(TASK ITEM):
From the first line to the last, copy the listing exactly and omit the pictures.
■ ■ ■ ■ ■ ■ ■
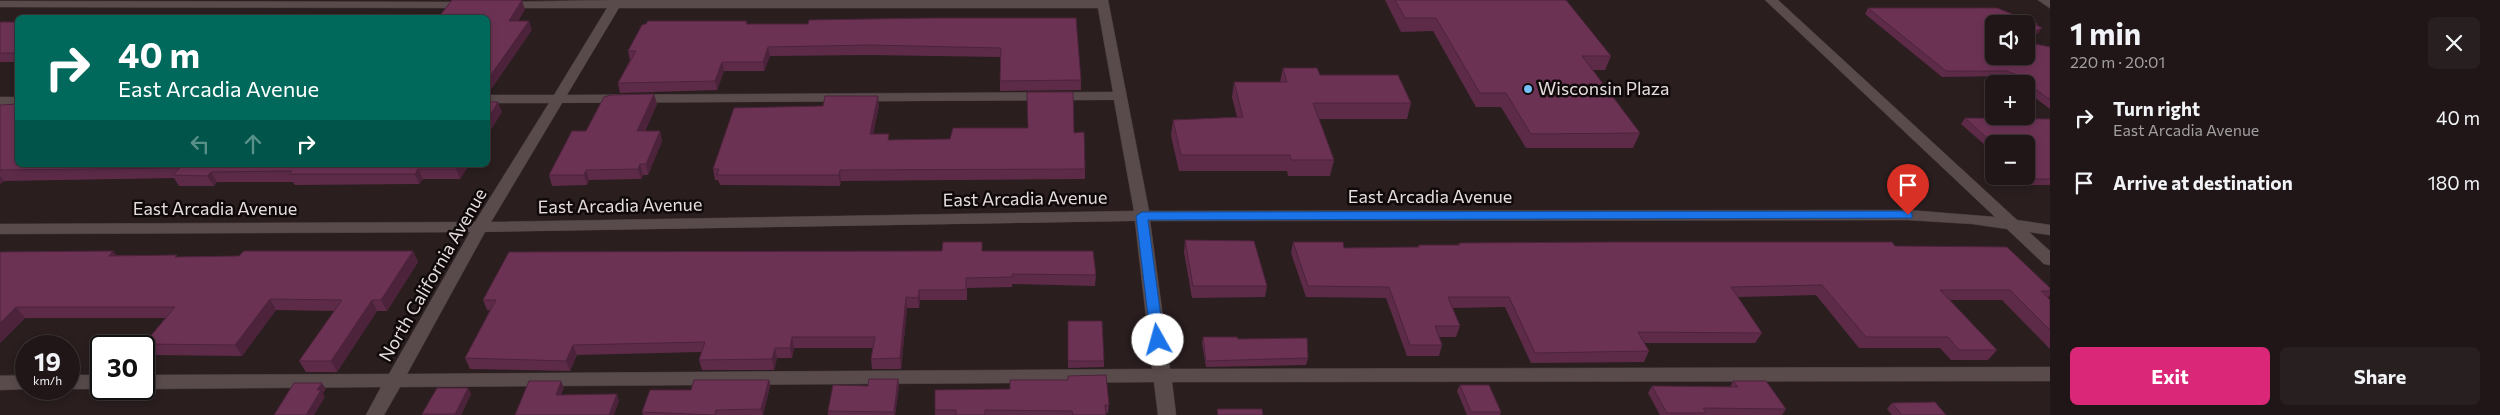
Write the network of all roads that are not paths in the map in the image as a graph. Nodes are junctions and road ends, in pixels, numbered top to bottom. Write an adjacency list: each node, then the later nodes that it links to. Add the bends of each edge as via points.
1 (1771, 0): 15 (street)
2 (2044, 0): 8 (street)
3 (223, 2): 4 (street); 7 (street)
4 (617, 3): 5 (street); 11 (street, North California Avenue)
5 (879, 3): 6 (street)
6 (1102, 3): 9 (street)
7 (0, 4)
8 (2050, 5)
9 (1118, 96): 11 (street); 14 (street)
10 (490, 98): 11 (street)
11 (559, 98): 16 (street, North California Avenue)
12 (0, 101): 13 (street)
13 (15, 101)
14 (1142, 216): 15 (street, East Arcadia Avenue, via 1908,215 1967,218); 16 (street, East Arcadia Avenue); 21 (street)
15 (2012, 225): 18 (street, East Arcadia Avenue); 19 (street)
16 (480, 227): 17 (street, East Arcadia Avenue); 22 (street, North California Avenue)
17 (0, 229)
18 (2050, 230)
19 (2050, 260)
20 (2050, 374): 21 (street)
21 (1162, 376): 22 (street); 27 (street)
22 (394, 380): 25 (street); 26 (street, North California Avenue)
23 (0, 382): 24 (street)
24 (15, 382)
25 (155, 382)
26 (375, 415)
27 (1167, 415)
■ ■ ■ ■ ■ ■ ■
(ANSWER SECTION):
Write the network of all roads that are not paths in the map in the image as a graph. Nodes are junctions and road ends, in pixels, numbered top to bottom. Write an adjacency list: each node, then the later nodes that it links to. Add the bends of each edge as via points.
1 (1771, 0): 15 (street)
2 (2044, 0): 8 (street)
3 (223, 2): 4 (street); 7 (street)
4 (617, 3): 5 (street); 11 (street, North California Avenue)
5 (879, 3): 6 (street)
6 (1102, 3): 9 (street)
7 (0, 4)
8 (2050, 5)
9 (1118, 96): 11 (street); 14 (street)
10 (490, 98): 11 (street)
11 (559, 98): 16 (street, North California Avenue)
12 (0, 101): 13 (street)
13 (15, 101)
14 (1142, 216): 15 (street, East Arcadia Avenue, via 1908,215 1967,218); 16 (street, East Arcadia Avenue); 21 (street)
15 (2012, 225): 18 (street, East Arcadia Avenue); 19 (street)
16 (480, 227): 17 (street, East Arcadia Avenue); 22 (street, North California Avenue)
17 (0, 229)
18 (2050, 230)
19 (2050, 260)
20 (2050, 374): 21 (street)
21 (1162, 376): 22 (street); 27 (street)
22 (394, 380): 25 (street); 26 (street, North California Avenue)
23 (0, 382): 24 (street)
24 (15, 382)
25 (155, 382)
26 (375, 415)
27 (1167, 415)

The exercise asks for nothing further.